Aiko didn't look away. She couldn't. Through the Zashiki-warashi's wide, innocent eyes, she had a perfect, supernatural view of the rooftop battlefield.
The Bakeneko did not pounce. It dissolved. One moment it was a hissing, arched figure of black fur, and the next it was a pool of shadow that flowed across the rooftop gravel with impossible speed, silent and flat. It flowed directly towards Kaito's back, reforming into solid matter as it rose up behind him, claws like razors extended towards his neck.
The Zashiki-warashi let out a silent shriek of terror in Aiko's mind. Aiko didn't hesitate.
"Kaito, behind you!" she yelled into the comms.
Kaito didn't turn. Trusting her completely, he dropped, tucking into a low spin. The Bakeneko's claws sliced through the empty air where his throat had been a millisecond before. Kaito moved with a liquid grace that was not human, coming up to his feet ten feet away as if he had been carried on the wind. His Kamaitachi blood was singing.
The fight became a deadly dance. The Bakeneko was a creature of misdirection, dissolving into pools of shadow, reappearing, striking, and vanishing again. Kaito was a creature of pure speed, a blur of motion that was always one step ahead, his movements impossibly fast, his dark clothes making him a phantom in the twilight.
To a normal human, it would have been a confusing mess. But Aiko, seeing through the spirit's eyes, could perceive the truth. She could see the faint shimmer in the air where the Bakeneko was about to reappear. She could see the subtle difference in the darkness of its shadow-form versus a real shadow.
"It's splitting!" she reported, as the Bakeneko's shadow divided into three identical cat-shapes, all rushing at Kaito from different directions. "The real one is on your left!"

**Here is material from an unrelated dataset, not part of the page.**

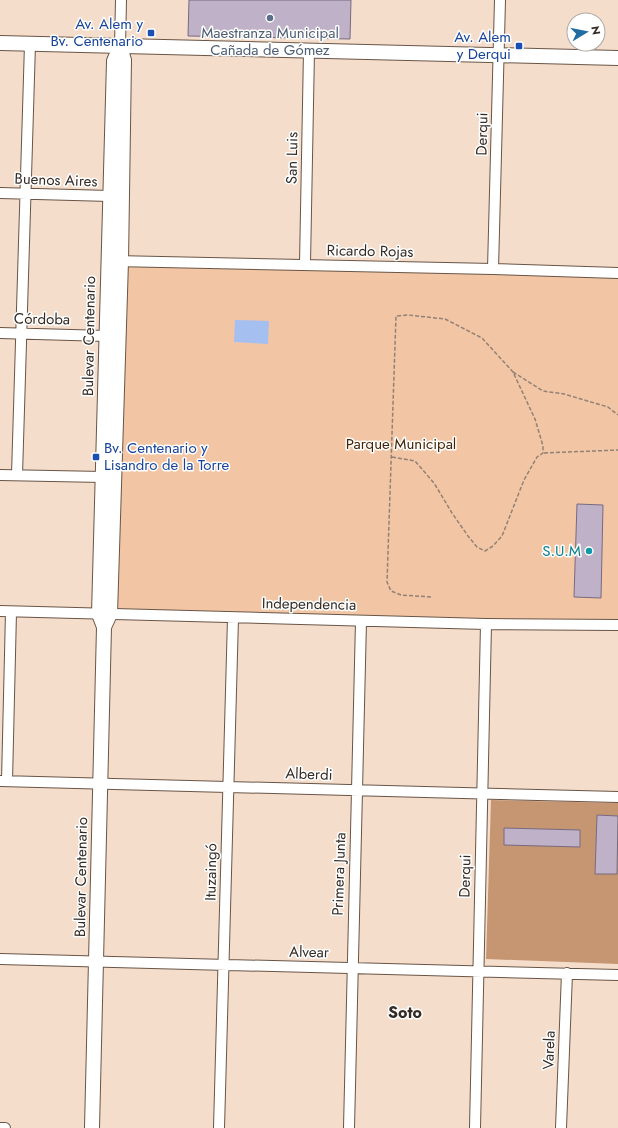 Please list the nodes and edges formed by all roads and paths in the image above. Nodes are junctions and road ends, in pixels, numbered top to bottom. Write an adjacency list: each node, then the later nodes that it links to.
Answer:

Kaito moved, intercepting the correct shadow without a flicker of doubt, forcing it to become solid and leap away.
"It's in the shadow of the water tower!" Aiko warned a moment later. "Not hiding in the shadow—it is the shadow!"
Guided by her perfect intelligence, Kaito was no longer just reacting. He was anticipating. He moved to a spot on the rooftop that seemed completely empty and pulled one of the white paper talismans from his pocket.
"Now?" he asked in her ear, his voice a low hum of concentration.
The Bakeneko was planning to materialize right at that spot for a surprise attack. "Now!" Aiko confirmed.
Kaito slapped the ofuda talisman onto the gravel rooftop. It flared with a burst of brilliant, pure white light. Aiko felt a piercing hiss of pain and rage through her connection to the Zashiki-warashi. On the roof, the Bakeneko materialized out of thin air, its shadow physically pinned to the spot where the talisman lay glowing. It was trapped, snarling and spitting, unable to dissolve or move from the spot.
The fight was over.
Kaito walked calmly towards the trapped, furious cat spirit. He pulled out the remaining two talismans. With swift, precise movements, he placed one on the creature's forehead and the other on its chest. The Bakeneko's malevolent green glow faded, and it seemed to shrink, its supernatural power neutralized. It was still a two-tailed cat, but now it was just a scared, angry animal.
He stood over his captive, his chest rising and falling in the cool night air. It was the first time Aiko had ever seen him show even a hint of exertion after a fight. He looked up, not at the drone, but in the general direction of the apartment building, as if he could see her through the walls.
His voice came through her earpiece, low and breathless, and for her alone.
"Did you see that, Aiko?"
It wasn't a boast. It was the shared, triumphant question of a partner.
"Yes," she breathed, a wide, shaky smile spreading across her face. "I saw it."
"Good," he said, and the warmth in his voice was gone, replaced by a grim satisfaction. "Now, it's time to send a message back."